Section 6 of the same act makes the violation of any of the provisions thereof a misdemeanor punishable by a fine of not less than $25, nor more than $100. St. Elmo avenue is a much traveled street, in the town of St. Elmo, in Hamilton county.

It is insisted for plaintiff in error that, under the facts stated, his conviction was erroneous. We do not think so. His violation of the statute by running in excess of the speed limit there prescribed was negligence. One who kills another in the act of committing such negligence is guilty of felonious homicide. State *606v. Campbell, 82 Conn., 671, 74 Atl., 927, 135 Am. St. Rep., 293, 18 Ann. Cas., 236; State v. Goetz, 83 Conn., 437, 76 Atl., 1000, 30 L. R. A. (N. S.), 459; Schultz v. State, 89 Neb., 34, 130 N. W., 972, 33 L. R. A. (N. S.), 403, Ann. Cas., 1912C, 495. And the rule is general at common law that one who kills another while committing an act of negligence is guilty in like manner. See extended note to case of Johnson v. State, 61 L. R. A., 277 et seq.
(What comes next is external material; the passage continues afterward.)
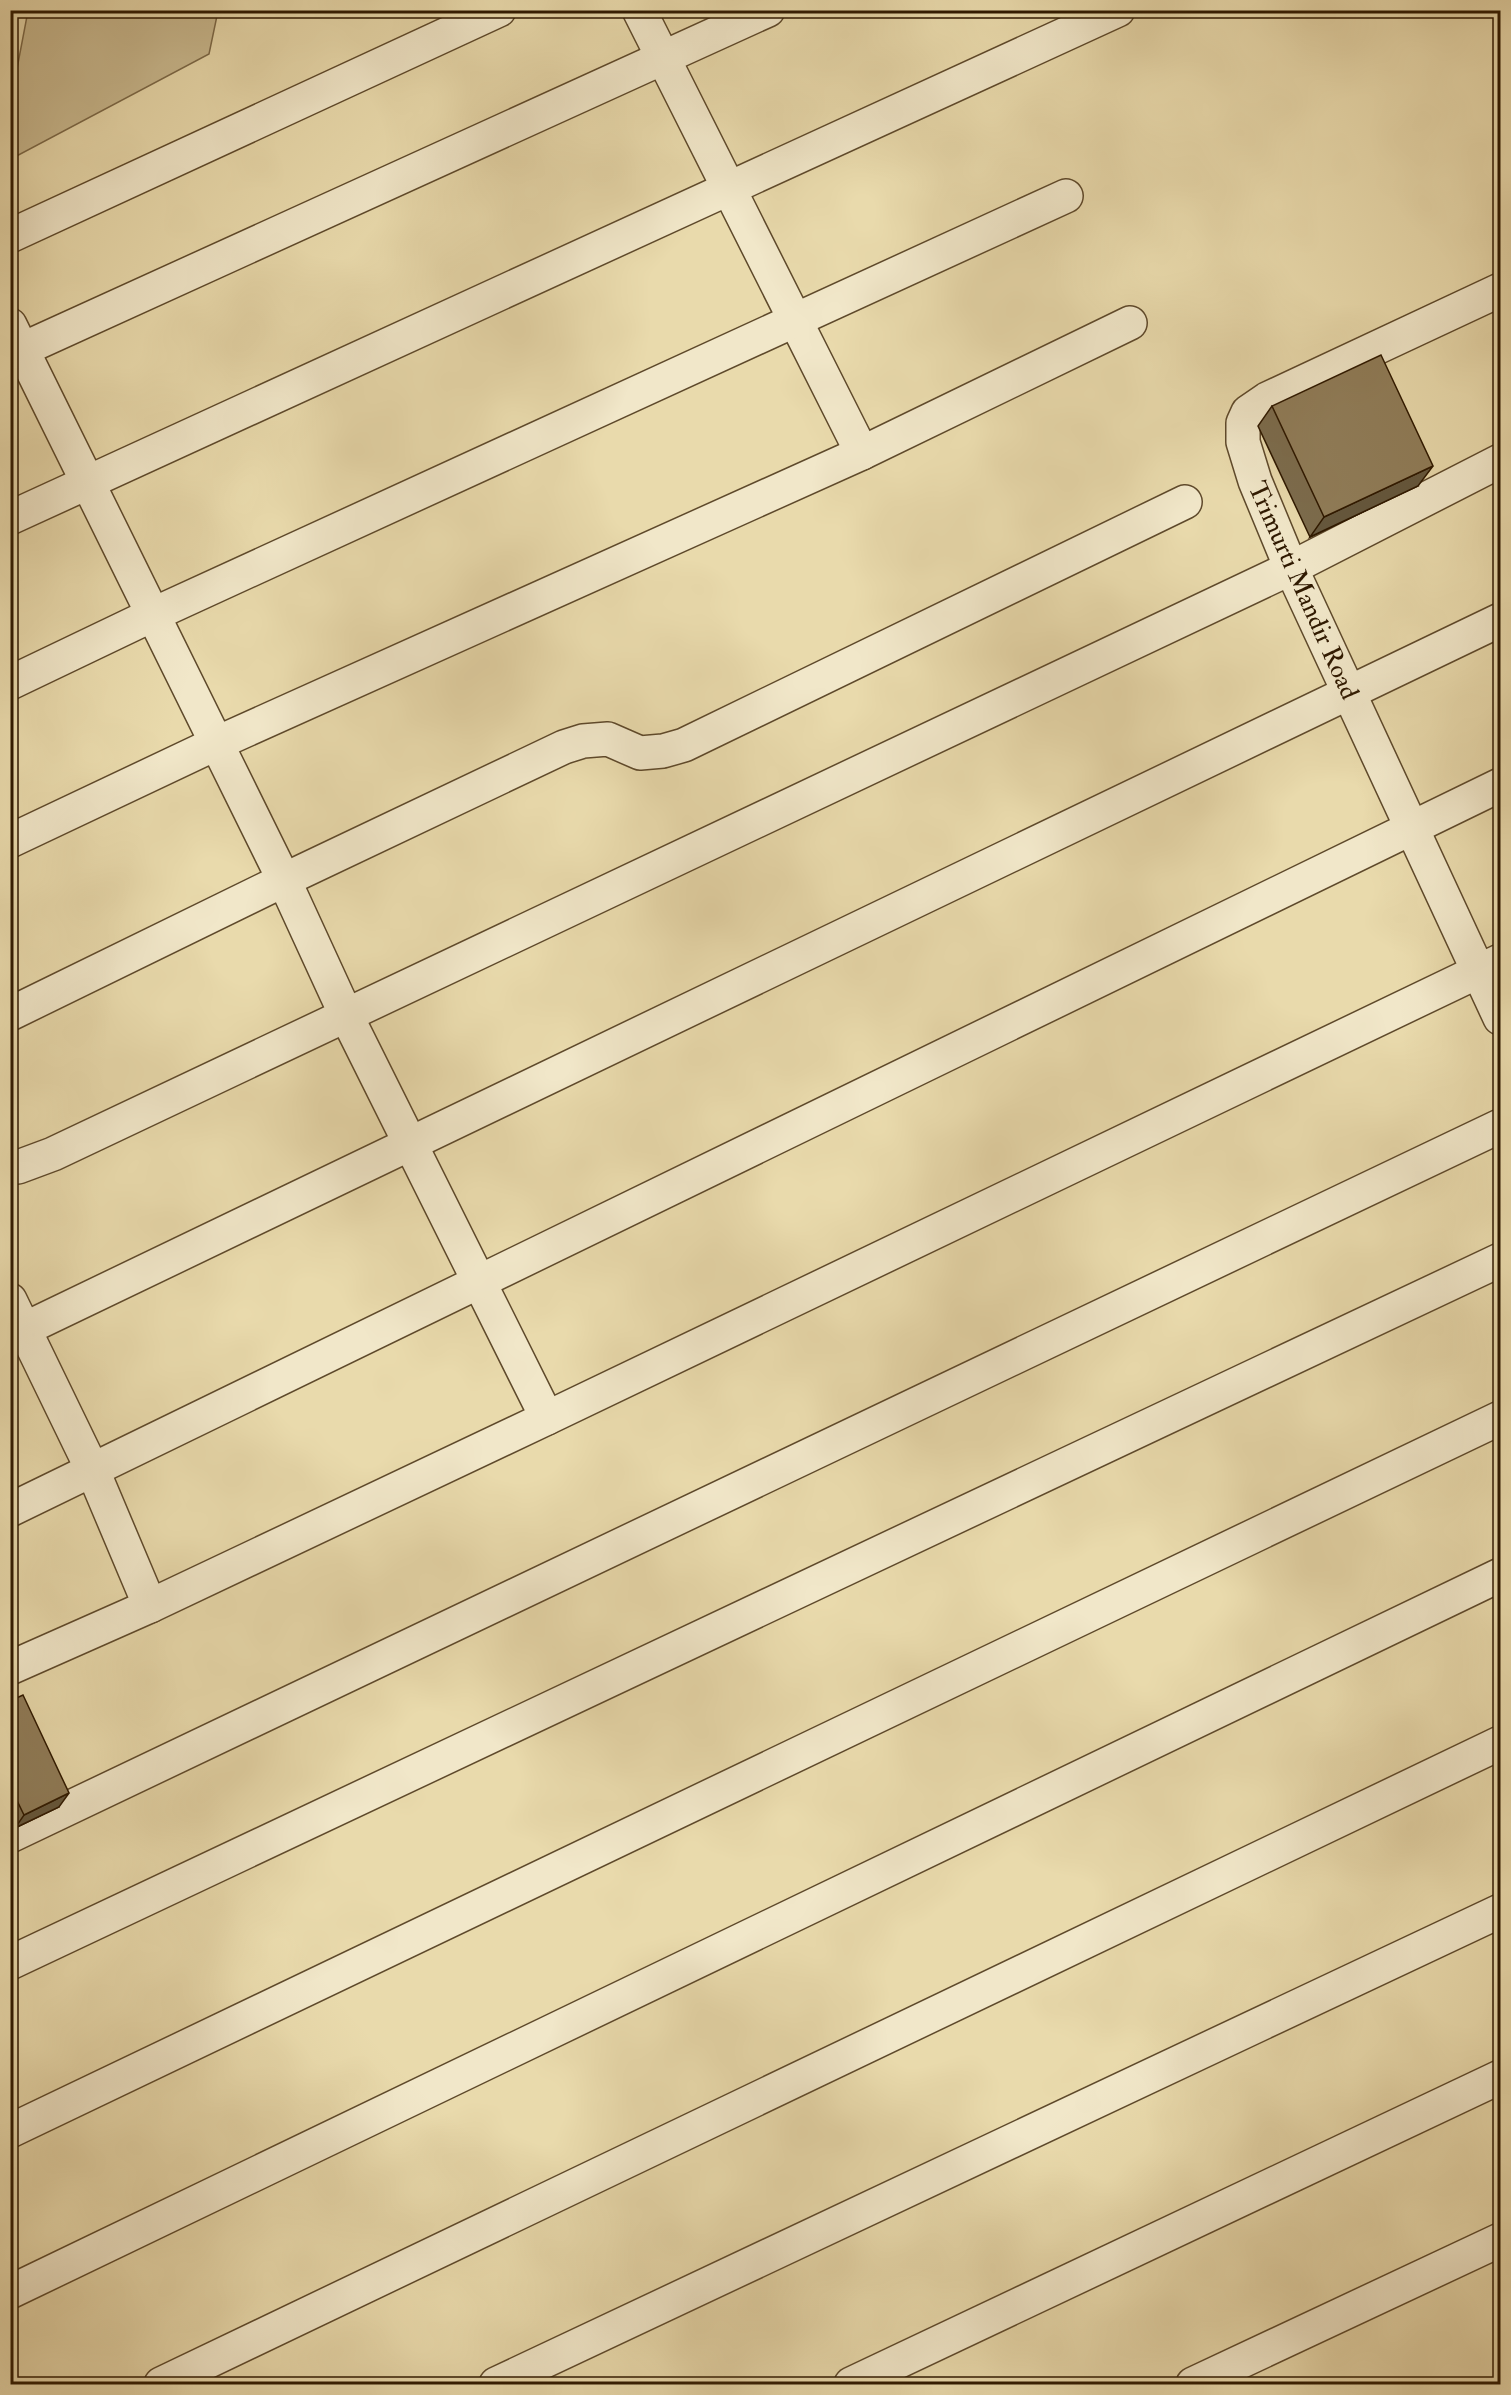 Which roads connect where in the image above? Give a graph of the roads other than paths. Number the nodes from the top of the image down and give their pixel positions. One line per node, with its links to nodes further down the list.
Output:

The plaintiff in error is not relieved by the fact that the child ran suddenly in front of the machine. One who is engaged in the performance of an unlawful act must take the criminal consequences of whatever happens to third persons as a result of that act. It was his duty to anticipate that he might encounter, not only grown persons, but even little children, or even people who were afflicted with blindness or deafness. One who disobeys the statutory rule as to speed is acting in defiance of law, and must be held to have anticipated the possibility of any injury caused by his recklessness.

The little child was too young to be guilty of contributory negligence; but, even if it had been a person who had arrived at years of discretion, and he had committed an act similar to that of the child, the plaintiff in error would not have been free of criminal liability, since the rule of contributory negligence does not apply in criminal cases. State v. Campbell, supra; Reg. v. Longbottom, 3 Cox C. C. (Eng.), 439; Reg. v. Kew, 12 Cox C. C. (Eng.), 335; State v. Moore, 129 *607Iowa, 514, 106 N. W., 16, and other cases cited in note to Schultz v. State, Ann. Cas., 1912C, 501 et seq.

An instruction was offered, in the trial court, to the effect that if the jury should find that the death of the child “was caused by his suddenly breaking loose from his sister and running into the automobile, ’ ’ the plaintiff in error could not be convicted. In response, the trial judge said:

“The court gives you that instruction, gentlemen of the jury, and further states to you this proposition again that if the reckless running of the machine caused the death of this child, then he is guilty; if it did not, then he is not guilty. ’ ’

From what has been already said, it is apparent that there is no error in the foregoing of which the plaintiff in error can complain. In our judgment the instruction, as requested, should not have been given at all.

There were certain improper statements made by the district attorney general in his address to the jury, to the effect that if anybody should run over a six years old child of his, he would take a cannon and shoot him. On objection being made by counsel for plaintiff in error, the attorney general said that he knew that it was agaisnt the law to do such a thing, but he would do it. These were very improper statements, and should have been rebuked by the trial judge. We do not think, however, there should be a reversal on this ground. The conviction was thoroughly grounded on the evidence, and we do not think that these improper state"-*608rnents made by the law officer of the state influenced the verdict. This being true, we cannot reverse. Acts of 1911, chapter 32.

There being no error in the' judgment of the trial court it must be affirmed.